▶ Task
Take each line from the entries that holds "index" and copy it out.

▶ Input material
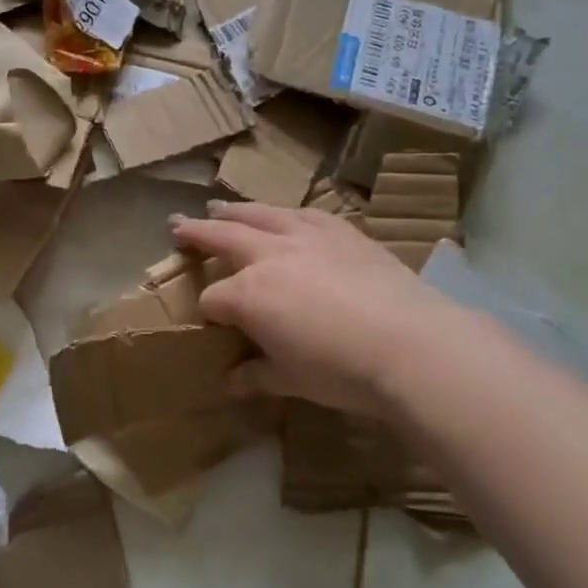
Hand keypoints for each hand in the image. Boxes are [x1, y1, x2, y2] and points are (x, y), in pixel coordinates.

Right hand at [170, 201, 461, 416]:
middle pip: (221, 237)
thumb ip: (256, 375)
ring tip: (220, 205)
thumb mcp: (291, 380)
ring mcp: (304, 237)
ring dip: (235, 210)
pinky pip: (303, 213)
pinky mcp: (340, 231)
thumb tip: (231, 382)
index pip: (212, 299)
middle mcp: (268, 255)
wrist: (409, 344)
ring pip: (259, 214)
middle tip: (177, 224)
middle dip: (197, 233)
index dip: (208, 313)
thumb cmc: (341, 370)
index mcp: (247, 295)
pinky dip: (284, 213)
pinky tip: (284, 214)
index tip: (212, 324)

▶ The completed task
index pip: (212, 299)
index dip: (208, 313)
index mcp: (247, 295)
index tip: (212, 324)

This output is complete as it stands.